Telemedicine Can Add Value To Hospitals
Experts from the industry believe that hospitals are actively sourcing their patients from their digital platforms, creating unique profiles with patient data and giving personalised services to the patients. Telemedicine, although a small part of their business today can rein in returns in the long term.
Dr Venkateswaran says that the only organisation providing a care continuum is a hospital today and that there is nobody else looking at the care continuum, especially in preoperative, operative and post-operative care. He adds that while telemedicine providers have been able to provide online consultations, they are not really an integral part of their care.
Ganguli said that hospitals are not relying on a single patient application to engage with the patient. Instead, they are using a host of physical interactions, digital outreach, website content, call centres, WhatsApp bots and artificial intelligence (AI) led outreach to ensure that the patient is engaged in the digital funnel and is being advanced through that funnel.
“I do believe that overall out-of-hospital patient engagement, consultation and home care will continue to grow for providers as they can keep building on this integrated ecosystem of solutions that will enable both digital patient outreach as well as continued engagement through the patient life cycle,” Ganguli concurs.

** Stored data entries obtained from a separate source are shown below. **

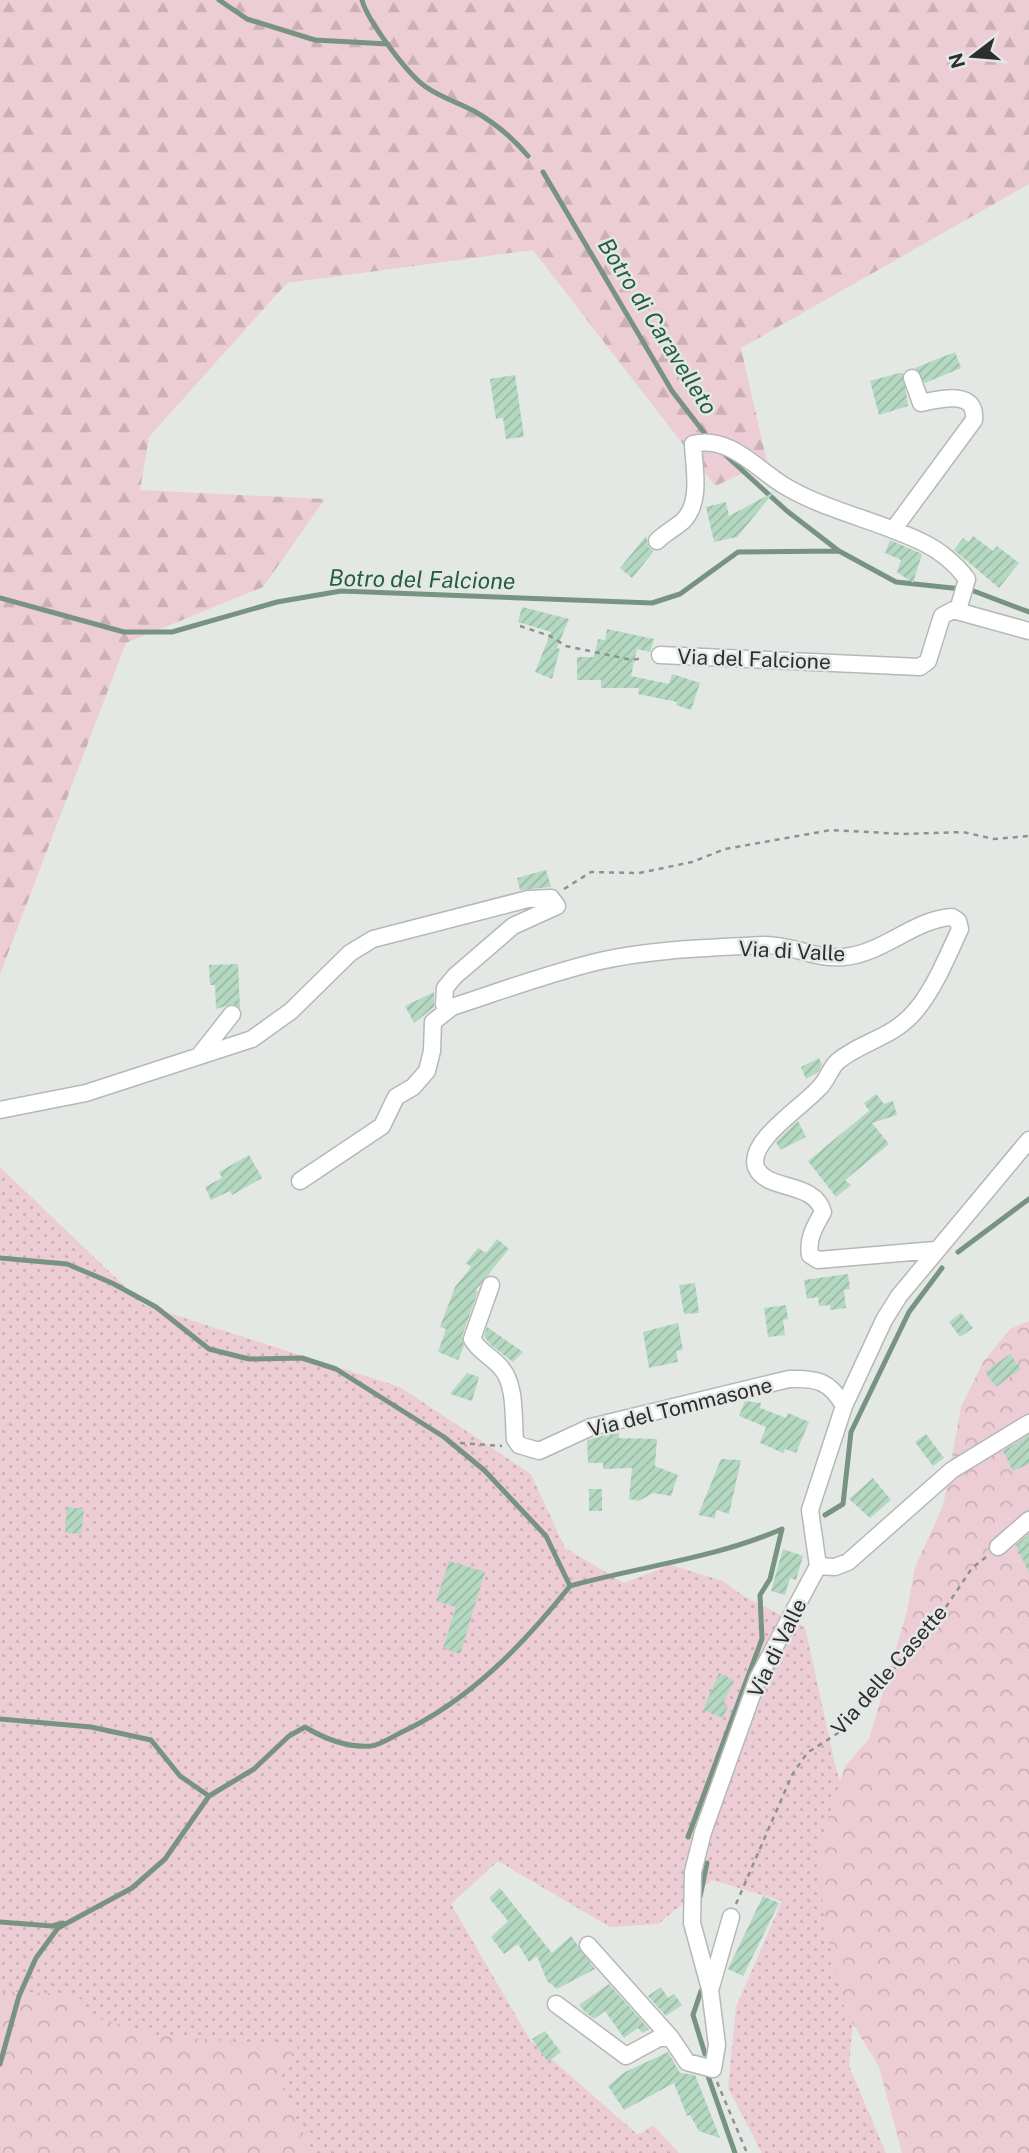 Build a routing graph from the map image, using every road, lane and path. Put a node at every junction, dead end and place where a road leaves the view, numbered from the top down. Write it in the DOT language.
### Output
graph roads {
  1 [pos="912,378"];
  2 [pos="892,530"];
  3 [pos="657,541"];
  4 [pos="960,606"];
  5 [pos="520,626"];
  6 [pos="1029,632"];
  7 [pos="660,655"];
  8 [pos="1029,836"];
  9 [pos="551,898"];
  10 [pos="452,1007"];
  11 [pos="232,1014"];
  12 [pos="199,1056"];
  13 [pos="0,1110"];
  14 [pos="1029,1140"];
  15 [pos="300,1181"];
  16 [pos="935,1250"];
  17 [pos="491,1285"];
  18 [pos="844,1406"];
  19 [pos="1029,1423"];
  20 [pos="460,1443"];
  21 [pos="519,1445"];
  22 [pos="1029,1520"];
  23 [pos="998,1547"];
  24 [pos="818,1566"];
  25 [pos="731,1916"];
  26 [pos="588,1945"];
  27 [pos="710,1989"];
  28 [pos="555,2004"];
  29 [pos="671,2038"];
  30 [pos="713,2069"];
  31 [pos="747,2153"];
  1 -- 2 [label="street"];
  2 -- 3 [label="street, Via del Falcione"];
  2 -- 4 [label="street, Via del Falcione"];
  4 -- 6 [label="street"];
  4 -- 7 [label="street, Via del Falcione"];
  5 -- 7 [label="path, Via del Falcione"];
  8 -- 9 [label="path"];
  9 -- 10 [label="street"];
  9 -- 12 [label="street"];
  10 -- 15 [label="street"];
  10 -- 16 [label="street, Via di Valle"];
  11 -- 12 [label="street"];
  12 -- 13 [label="street"];
  14 -- 16 [label="street"];
  16 -- 18 [label="street"];
  17 -- 21 [label="street"];
  18 -- 21 [label="street, Via del Tommasone"];
  18 -- 24 [label="street"];
  19 -- 24 [label="street"];
  20 -- 21 [label="path"];
  22 -- 23 [label="street"];
  23 -- 25 [label="path, Via delle Casette"];
  24 -- 27 [label="street, Via di Valle"];
  25 -- 27 [label="street"];
  26 -- 29 [label="street"];
  27 -- 30 [label="street, Via di Valle"];
  28 -- 29 [label="street"];
  29 -- 30 [label="street"];
  30 -- 31 [label="path"];
}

Dr Ganapathy further suggests that in India there is a serious dearth of specialist and super-specialist doctors unevenly distributed in urban and rural areas.
“In a study which we carried out five years ago, we showed that 970 million Indians lived in areas where there was not a single neurosurgeon, and therefore it is absolutely essential that the only way we can provide specialist and super-specialist health care is through using information and communication technology,” Dr Ganapathy delineates.
Hot In Healthtech
With an ongoing funding winter which has hit healthtech more than other sectors, things are moving slowly but steadily in the industry. According to a 2023 report by Tracxn funding in healthtech dipped by 55 per cent in 2022 to USD 1.4 billion versus USD 3.2 billion in 2021.
On being asked about the exciting ventures which will gauge the traction of investors and patients alike, experts from the healthcare industry contended that startups solving greater problems of diagnosing high-burden diseases in India with the help of Artificial Intelligence (AI) and other evolving technologies will continue to attract eyes.
Some experts also highlighted another trend in the distributor's sector of pharmaceuticals and medical devices where a technology-enabled consolidation is playing out. Big distributors are providing technology-enabled platforms offering much better services with respect to procurement, inventory management, faster turnaround time and much greater fulfilment rates when it comes to fulfilling the requirements of both independent pharmacies as well as small clinics and hospitals. This is enabling significant scaling and consolidation in the distribution segment, industry voices contended.